Work item:
Check each line of the material for the string "positions", then give only how many lines have it.

Material shown:

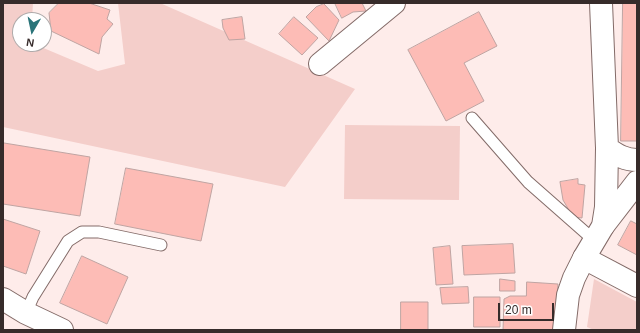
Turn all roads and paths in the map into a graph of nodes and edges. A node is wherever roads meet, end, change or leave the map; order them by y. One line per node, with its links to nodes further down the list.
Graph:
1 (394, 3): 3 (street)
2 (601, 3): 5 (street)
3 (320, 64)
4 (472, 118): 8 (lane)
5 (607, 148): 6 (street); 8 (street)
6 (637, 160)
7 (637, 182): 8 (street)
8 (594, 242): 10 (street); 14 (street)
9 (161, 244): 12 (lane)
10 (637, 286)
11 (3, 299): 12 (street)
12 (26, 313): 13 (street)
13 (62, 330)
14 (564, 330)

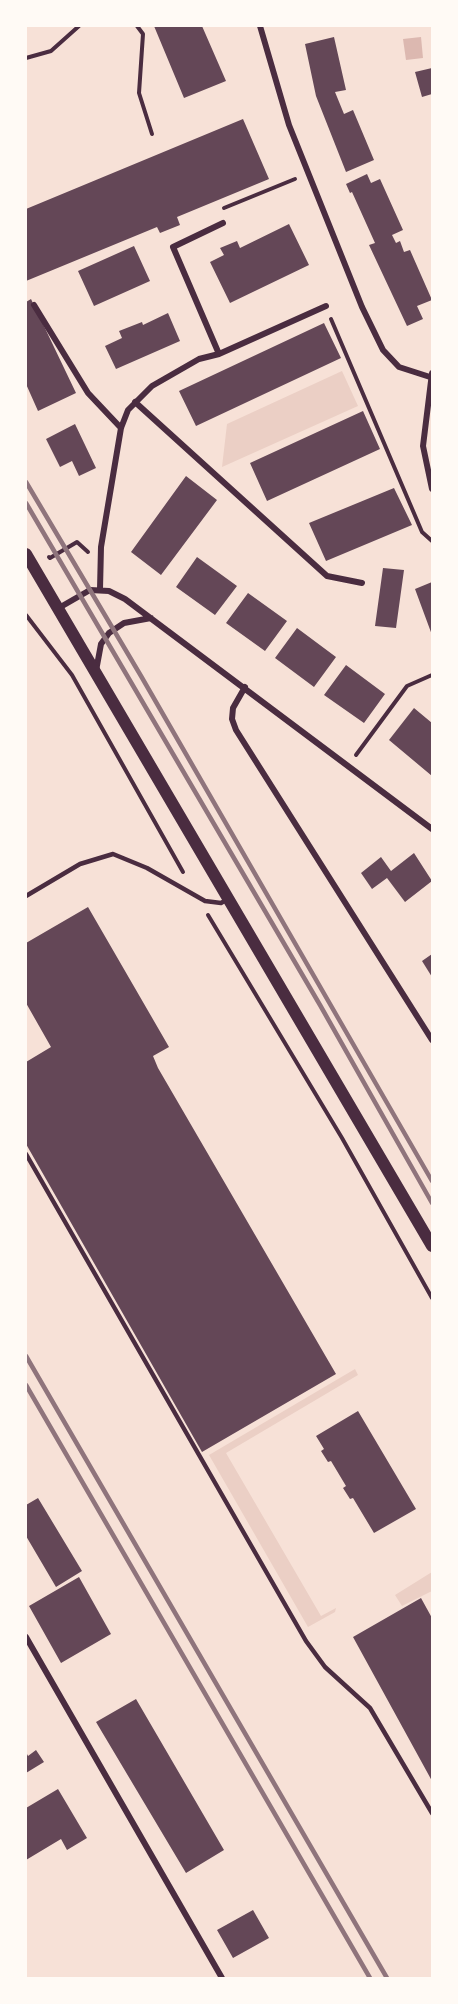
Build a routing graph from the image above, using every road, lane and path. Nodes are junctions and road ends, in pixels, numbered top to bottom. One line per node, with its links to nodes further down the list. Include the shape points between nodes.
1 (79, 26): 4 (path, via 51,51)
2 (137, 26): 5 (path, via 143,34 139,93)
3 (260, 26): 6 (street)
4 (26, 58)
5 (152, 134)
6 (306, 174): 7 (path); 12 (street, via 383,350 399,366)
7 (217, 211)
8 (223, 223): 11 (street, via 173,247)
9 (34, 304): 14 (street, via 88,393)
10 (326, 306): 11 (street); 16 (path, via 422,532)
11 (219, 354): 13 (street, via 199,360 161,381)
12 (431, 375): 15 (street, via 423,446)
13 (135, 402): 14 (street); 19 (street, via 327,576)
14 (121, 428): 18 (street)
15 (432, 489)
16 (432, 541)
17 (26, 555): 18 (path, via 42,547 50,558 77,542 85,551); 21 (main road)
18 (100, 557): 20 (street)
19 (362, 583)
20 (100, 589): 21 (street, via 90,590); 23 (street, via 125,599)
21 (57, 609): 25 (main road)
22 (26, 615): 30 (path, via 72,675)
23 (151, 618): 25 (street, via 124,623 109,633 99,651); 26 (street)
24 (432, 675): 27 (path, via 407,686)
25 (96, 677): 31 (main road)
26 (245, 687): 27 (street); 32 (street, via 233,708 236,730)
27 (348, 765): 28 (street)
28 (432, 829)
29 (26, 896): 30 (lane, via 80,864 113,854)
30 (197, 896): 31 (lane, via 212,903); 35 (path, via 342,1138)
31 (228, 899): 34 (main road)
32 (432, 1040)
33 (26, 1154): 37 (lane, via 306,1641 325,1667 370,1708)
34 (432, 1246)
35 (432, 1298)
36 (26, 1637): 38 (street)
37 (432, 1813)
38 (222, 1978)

...

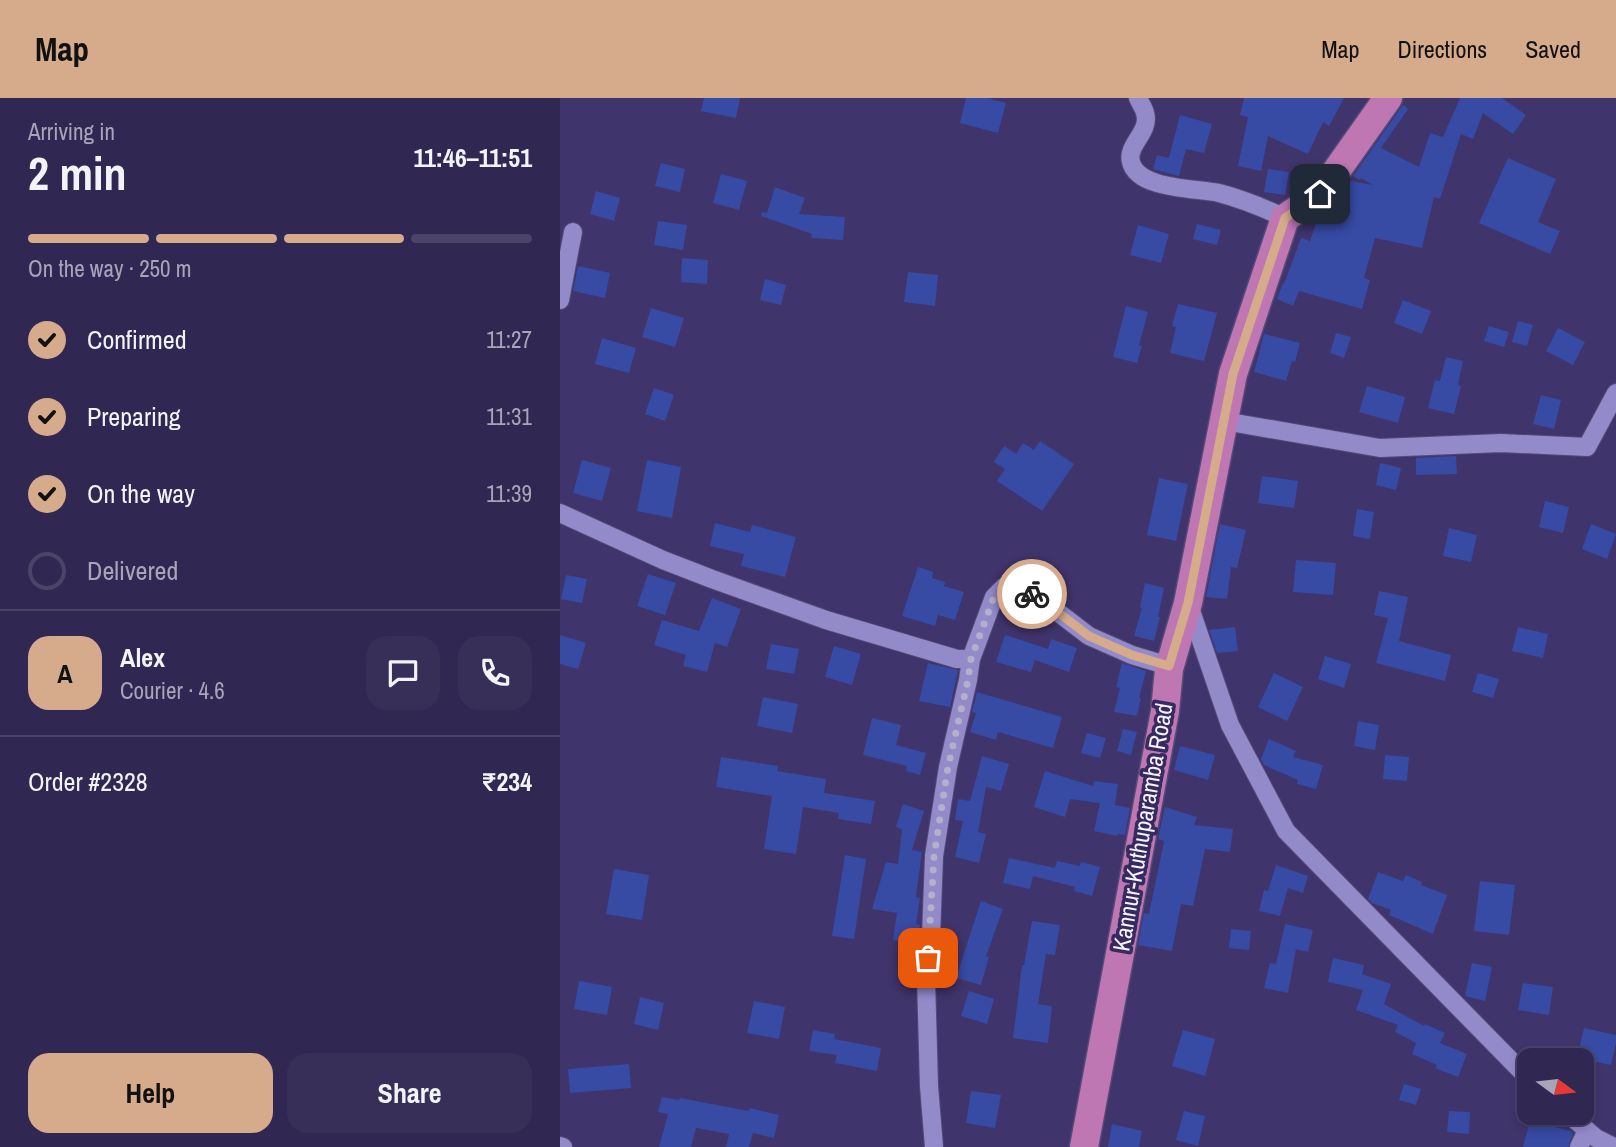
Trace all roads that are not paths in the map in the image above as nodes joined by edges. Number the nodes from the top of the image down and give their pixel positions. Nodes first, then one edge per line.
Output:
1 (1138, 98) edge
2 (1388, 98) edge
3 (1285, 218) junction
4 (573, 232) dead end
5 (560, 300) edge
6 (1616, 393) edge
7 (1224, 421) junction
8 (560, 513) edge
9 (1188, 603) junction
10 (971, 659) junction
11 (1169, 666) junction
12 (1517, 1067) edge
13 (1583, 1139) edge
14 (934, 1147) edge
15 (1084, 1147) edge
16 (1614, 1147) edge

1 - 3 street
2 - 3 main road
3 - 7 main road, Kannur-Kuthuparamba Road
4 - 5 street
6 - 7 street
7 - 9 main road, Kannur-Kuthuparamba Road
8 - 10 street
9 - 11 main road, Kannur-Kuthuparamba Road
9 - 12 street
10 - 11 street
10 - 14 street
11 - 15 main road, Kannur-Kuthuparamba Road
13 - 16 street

--

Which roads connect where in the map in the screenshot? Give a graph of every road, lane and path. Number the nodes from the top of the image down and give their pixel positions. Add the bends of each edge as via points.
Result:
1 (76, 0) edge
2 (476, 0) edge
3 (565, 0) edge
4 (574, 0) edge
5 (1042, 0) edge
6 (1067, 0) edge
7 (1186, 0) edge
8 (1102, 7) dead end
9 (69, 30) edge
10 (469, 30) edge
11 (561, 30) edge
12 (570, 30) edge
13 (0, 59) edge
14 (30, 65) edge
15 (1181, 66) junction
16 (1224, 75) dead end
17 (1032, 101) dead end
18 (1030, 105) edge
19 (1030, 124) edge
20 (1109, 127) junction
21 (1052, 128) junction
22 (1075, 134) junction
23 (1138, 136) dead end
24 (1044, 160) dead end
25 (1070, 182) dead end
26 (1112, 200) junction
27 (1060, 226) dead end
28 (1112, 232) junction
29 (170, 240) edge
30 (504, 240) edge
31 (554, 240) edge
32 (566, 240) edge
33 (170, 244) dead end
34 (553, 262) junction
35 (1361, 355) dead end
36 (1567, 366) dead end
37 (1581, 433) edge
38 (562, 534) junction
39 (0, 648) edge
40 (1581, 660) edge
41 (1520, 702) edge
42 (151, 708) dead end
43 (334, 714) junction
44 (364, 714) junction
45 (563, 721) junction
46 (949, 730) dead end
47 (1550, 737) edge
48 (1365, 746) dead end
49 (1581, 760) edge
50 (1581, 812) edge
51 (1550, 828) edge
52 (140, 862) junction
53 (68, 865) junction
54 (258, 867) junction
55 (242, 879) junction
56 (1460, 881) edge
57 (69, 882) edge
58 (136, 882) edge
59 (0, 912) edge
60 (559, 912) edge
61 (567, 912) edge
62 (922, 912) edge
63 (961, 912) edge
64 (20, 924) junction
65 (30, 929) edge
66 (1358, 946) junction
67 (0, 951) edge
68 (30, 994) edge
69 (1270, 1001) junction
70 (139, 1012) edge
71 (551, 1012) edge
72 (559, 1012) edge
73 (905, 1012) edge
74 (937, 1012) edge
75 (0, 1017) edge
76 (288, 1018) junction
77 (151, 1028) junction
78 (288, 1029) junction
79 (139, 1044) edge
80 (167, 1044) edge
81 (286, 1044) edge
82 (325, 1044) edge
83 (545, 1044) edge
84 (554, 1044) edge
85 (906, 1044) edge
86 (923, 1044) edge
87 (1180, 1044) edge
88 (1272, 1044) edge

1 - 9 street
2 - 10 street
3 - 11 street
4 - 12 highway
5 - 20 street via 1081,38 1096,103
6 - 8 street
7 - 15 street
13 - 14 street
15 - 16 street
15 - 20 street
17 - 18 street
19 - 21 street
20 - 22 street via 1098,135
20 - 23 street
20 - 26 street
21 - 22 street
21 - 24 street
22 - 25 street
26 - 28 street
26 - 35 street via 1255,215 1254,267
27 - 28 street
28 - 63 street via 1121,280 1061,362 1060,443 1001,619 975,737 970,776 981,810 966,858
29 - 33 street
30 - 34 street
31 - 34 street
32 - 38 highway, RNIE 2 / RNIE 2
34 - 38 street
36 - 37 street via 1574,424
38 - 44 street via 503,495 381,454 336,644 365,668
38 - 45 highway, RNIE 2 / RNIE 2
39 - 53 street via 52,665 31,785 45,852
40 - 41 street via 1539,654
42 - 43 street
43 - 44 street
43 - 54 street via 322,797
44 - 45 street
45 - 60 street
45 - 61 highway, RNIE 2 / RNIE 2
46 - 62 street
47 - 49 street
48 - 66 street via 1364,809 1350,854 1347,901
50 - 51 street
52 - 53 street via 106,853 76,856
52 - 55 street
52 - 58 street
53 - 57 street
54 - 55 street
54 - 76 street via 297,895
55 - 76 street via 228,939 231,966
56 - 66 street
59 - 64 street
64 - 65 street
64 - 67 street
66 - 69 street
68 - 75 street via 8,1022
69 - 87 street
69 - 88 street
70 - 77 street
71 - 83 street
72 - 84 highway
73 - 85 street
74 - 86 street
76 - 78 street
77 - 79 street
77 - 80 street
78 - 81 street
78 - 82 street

Completed exercise:
2